Technical changes include the integration of the electric motor into the gearbox, with an increased output from 35kW to 40kW, and battery packs that are 30% lighter. The changes are claimed to provide a payback in 3—4 years at 40,000km per annum. Let's hope the market shares the maker's enthusiasm. Fuso's European production plant in Tramagal, Portugal will be building over 1,000 each year from now on. A dual clutch transmission and regenerative braking make the driving simple and it takes away the concept of coasting, which feels like braking, because it is.
Meanwhile, not yet able to make the move to direct sale – simply due to battery costs– is the all-electric Vito E-Cell. With a 130km range and payload up to 850kg, it has the eerily silent demeanour of all electric vehicles. The economics, however, are complex. Only available on lease at around €1,000 a month, compared to €600 for a straight diesel, the tariff for recharging dominates the equation. Bold potential savings of around €150 per month are claimed, but the increased lease figure and European electricity tariffs of such variance will mean a lot of work on the calculator and just a little leap of faith.
The green credentials appear undeniable, though, particularly for inner city application – although closer examination of the 'well-to-wheel' data might not be so straightforward. If a spritely getaway, an 85kph top speed and a five-hour recharge suits, maybe order one in green.

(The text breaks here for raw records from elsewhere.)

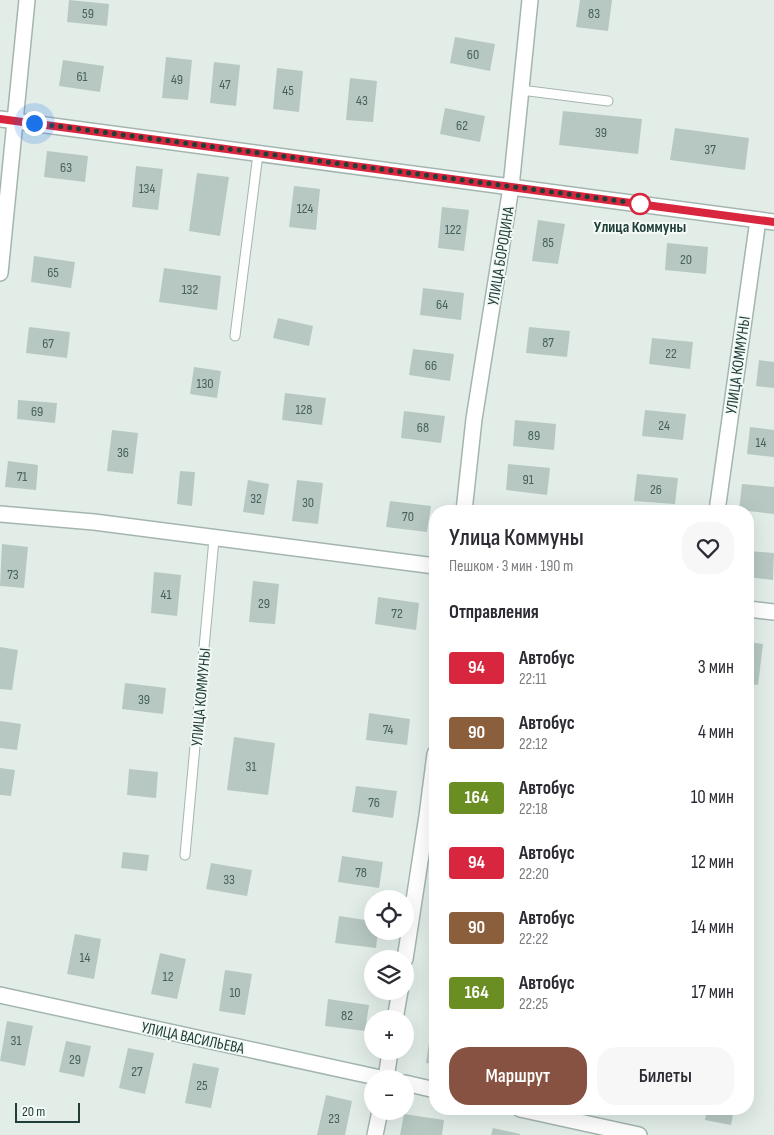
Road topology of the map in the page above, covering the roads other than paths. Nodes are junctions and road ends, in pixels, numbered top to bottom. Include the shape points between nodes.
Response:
1 (27, 0) edge
2 (530, 0) edge
3 (521, 90) junction
4 (608, 101) dead end
5 (0, 119) edge
6 (16, 121) junction
7 (258, 154) junction
8 (511, 187) junction
9 (758, 220) junction
10 (774, 222) edge
11 (0, 273) edge
12 (235, 336) dead end
13 (465, 505) edge
14 (718, 505) edge
15 (0, 514) edge
16 (214, 539) junction
17 (429, 565) edge
18 (754, 610) edge
19 (774, 612) edge
20 (429, 800) edge
21 (185, 855) dead end
22 (406, 950) edge
23 (0, 995) edge
24 (364, 1074) edge
25 (414, 1085) edge
26 (429, 1089) edge
27 (547, 1115) edge
28 (378, 1120) edge
29 (375, 1135) edge
30 (638, 1135) edge

1 - 6 street
2 - 3 street, УЛИЦА БОРОДИНА
3 - 4 lane
3 - 8 street, УЛИЦА БОРОДИНА
5 - 6 street
6 - 7 street
6 - 11 street
7 - 8 street
7 - 12 lane
8 - 9 street
8 - 13 street, УЛИЦА БОРОДИНА via 474,419
9 - 10 street
9 - 14 street, УЛИЦА КОММУНЫ
15 - 16 street via 94,522
16 - 17 street
16 - 21 lane, УЛИЦА КОММУНЫ
18 - 19 street
20 - 22 street
23 - 24 street, УЛИЦА ВАСИЛЬЕВА
25 - 26 street
27 - 30 street
28 - 29 street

Finally, Mercedes' Sprinter van's credentials are well-established, and it has dabbled with a few non-manual gearboxes over time. The high horsepower, torque converter, 4.6 tonne variants have long been favoured by the blue light fraternity where two pedals and rapid response come before fuel economy. Automated manuals like the SprintShift were not taken up in large numbers, but Daimler is having another go at it with a raid on the parts bins at its luxury car division.

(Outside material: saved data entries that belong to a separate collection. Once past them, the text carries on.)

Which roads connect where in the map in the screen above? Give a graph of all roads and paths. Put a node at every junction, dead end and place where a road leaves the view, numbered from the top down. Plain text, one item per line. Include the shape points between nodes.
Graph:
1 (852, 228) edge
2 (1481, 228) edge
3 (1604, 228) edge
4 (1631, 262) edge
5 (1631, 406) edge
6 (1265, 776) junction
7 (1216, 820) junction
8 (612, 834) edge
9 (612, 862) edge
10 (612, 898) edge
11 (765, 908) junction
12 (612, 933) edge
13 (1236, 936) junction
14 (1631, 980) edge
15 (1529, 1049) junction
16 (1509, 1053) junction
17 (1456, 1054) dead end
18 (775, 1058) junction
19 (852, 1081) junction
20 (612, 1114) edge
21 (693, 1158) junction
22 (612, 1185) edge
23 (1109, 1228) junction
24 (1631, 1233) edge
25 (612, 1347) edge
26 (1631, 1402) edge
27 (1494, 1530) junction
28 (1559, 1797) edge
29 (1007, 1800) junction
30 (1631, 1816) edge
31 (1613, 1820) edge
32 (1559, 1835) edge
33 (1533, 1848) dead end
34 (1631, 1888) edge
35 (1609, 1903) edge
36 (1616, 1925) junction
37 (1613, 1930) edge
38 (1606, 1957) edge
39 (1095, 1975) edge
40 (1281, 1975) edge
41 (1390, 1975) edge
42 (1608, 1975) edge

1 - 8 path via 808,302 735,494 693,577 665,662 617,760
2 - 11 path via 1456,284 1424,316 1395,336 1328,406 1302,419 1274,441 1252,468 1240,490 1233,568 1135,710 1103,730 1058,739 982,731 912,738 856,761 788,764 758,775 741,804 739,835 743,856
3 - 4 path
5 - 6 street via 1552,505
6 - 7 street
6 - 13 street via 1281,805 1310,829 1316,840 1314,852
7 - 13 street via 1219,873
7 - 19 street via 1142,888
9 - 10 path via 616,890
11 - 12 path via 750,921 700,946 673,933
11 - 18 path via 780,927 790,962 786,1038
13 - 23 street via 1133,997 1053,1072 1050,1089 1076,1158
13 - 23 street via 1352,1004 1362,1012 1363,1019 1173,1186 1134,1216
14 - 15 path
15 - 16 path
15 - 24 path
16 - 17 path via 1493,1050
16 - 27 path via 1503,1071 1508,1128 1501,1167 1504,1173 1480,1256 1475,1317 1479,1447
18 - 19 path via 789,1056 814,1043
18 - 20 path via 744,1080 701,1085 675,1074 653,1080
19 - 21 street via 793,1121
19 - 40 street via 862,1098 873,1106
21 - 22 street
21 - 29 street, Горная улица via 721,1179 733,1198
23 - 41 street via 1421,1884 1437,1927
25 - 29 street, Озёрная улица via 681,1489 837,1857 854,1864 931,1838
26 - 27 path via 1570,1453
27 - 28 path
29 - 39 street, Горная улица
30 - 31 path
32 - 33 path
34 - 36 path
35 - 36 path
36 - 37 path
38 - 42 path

The Sprinter is now available with the Mercedes 7G-Tronic, as widely used in its E- and S- Class cars. Although a traditional fluid coupling, together with a new longer rear-axle ratio, the seven-speed box claims to get closer than ever to the fuel economy of a manual. With fifth gear close to direct drive, and sixth and seventh both overdrives, the top gear ratio is 0.728:1. For owner-drivers maybe, but I think it will take a brave fleet buyer to order a clutch of them and let his drivers' right boots taste the power.